Collected data:
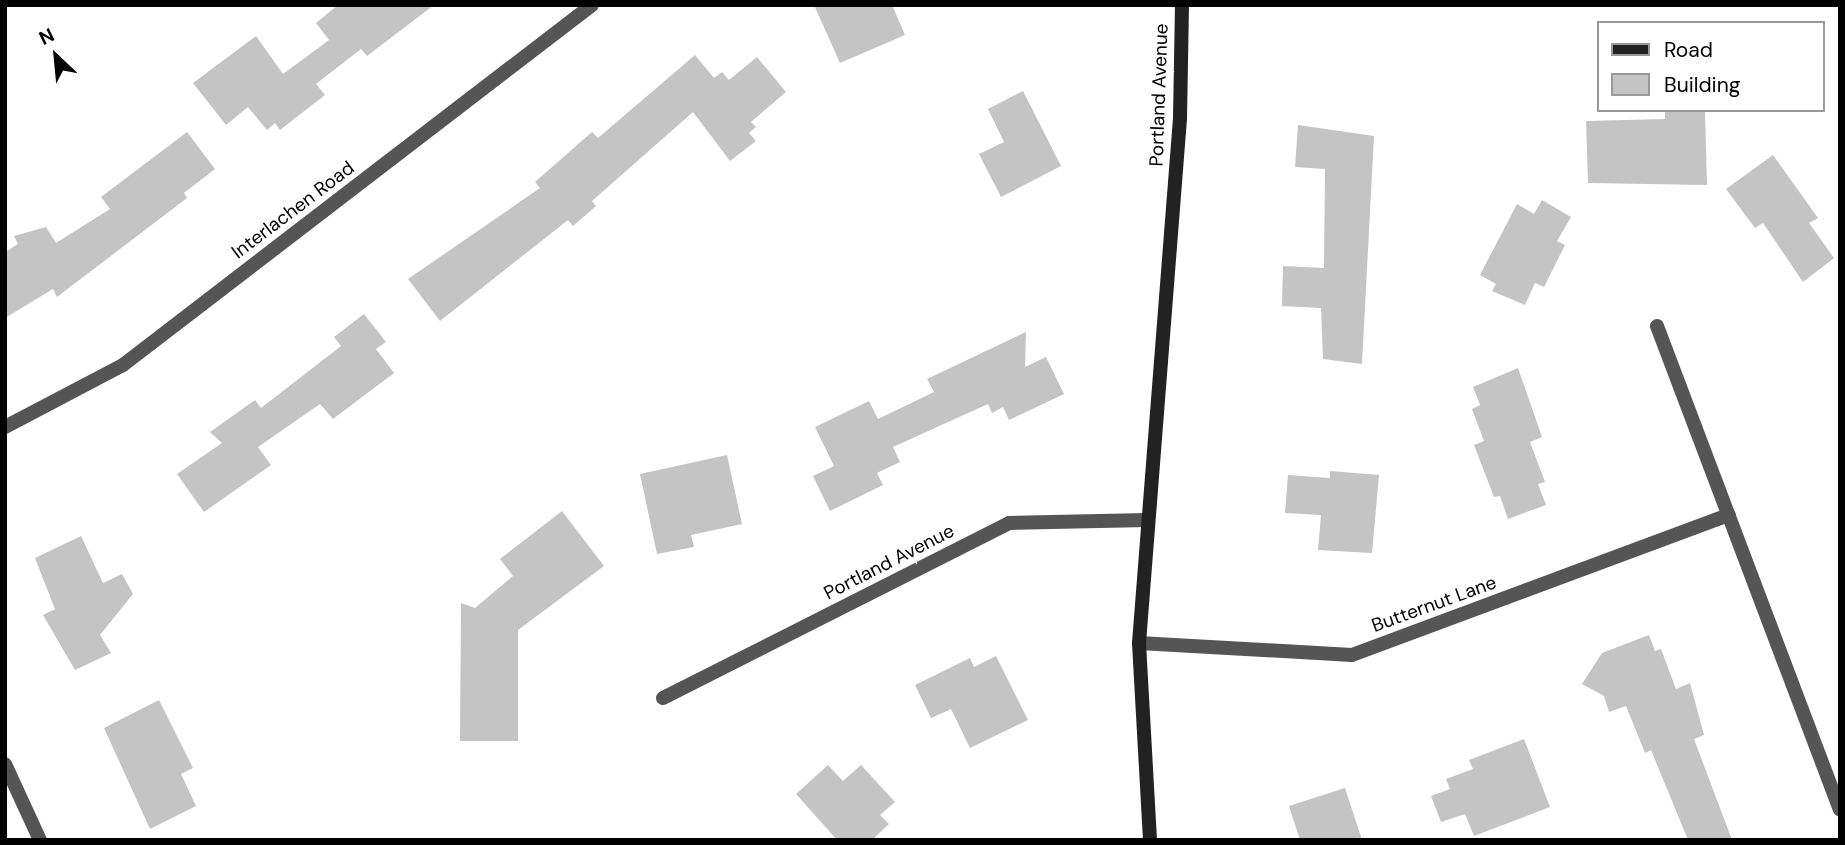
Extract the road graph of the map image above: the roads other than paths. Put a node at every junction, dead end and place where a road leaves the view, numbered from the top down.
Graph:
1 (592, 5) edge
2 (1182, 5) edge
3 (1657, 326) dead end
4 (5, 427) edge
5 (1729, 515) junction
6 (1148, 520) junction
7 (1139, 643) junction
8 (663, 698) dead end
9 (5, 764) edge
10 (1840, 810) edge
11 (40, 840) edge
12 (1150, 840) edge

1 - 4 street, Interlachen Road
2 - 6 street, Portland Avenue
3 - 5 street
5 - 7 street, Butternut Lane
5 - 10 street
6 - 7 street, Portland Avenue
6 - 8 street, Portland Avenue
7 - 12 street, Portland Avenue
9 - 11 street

# Required work
Output the data exactly, pictures omitted.

# Problem solution
Extract the road graph of the map image above: the roads other than paths. Put a node at every junction, dead end and place where a road leaves the view, numbered from the top down.
Graph:
1 (592, 5) edge
2 (1182, 5) edge
3 (1657, 326) dead end
4 (5, 427) edge
5 (1729, 515) junction
6 (1148, 520) junction
7 (1139, 643) junction
8 (663, 698) dead end
9 (5, 764) edge
10 (1840, 810) edge
11 (40, 840) edge
12 (1150, 840) edge

1 - 4 street, Interlachen Road
2 - 6 street, Portland Avenue
3 - 5 street
5 - 7 street, Butternut Lane
5 - 10 street
6 - 7 street, Portland Avenue
6 - 8 street, Portland Avenue
7 - 12 street, Portland Avenue
9 - 11 street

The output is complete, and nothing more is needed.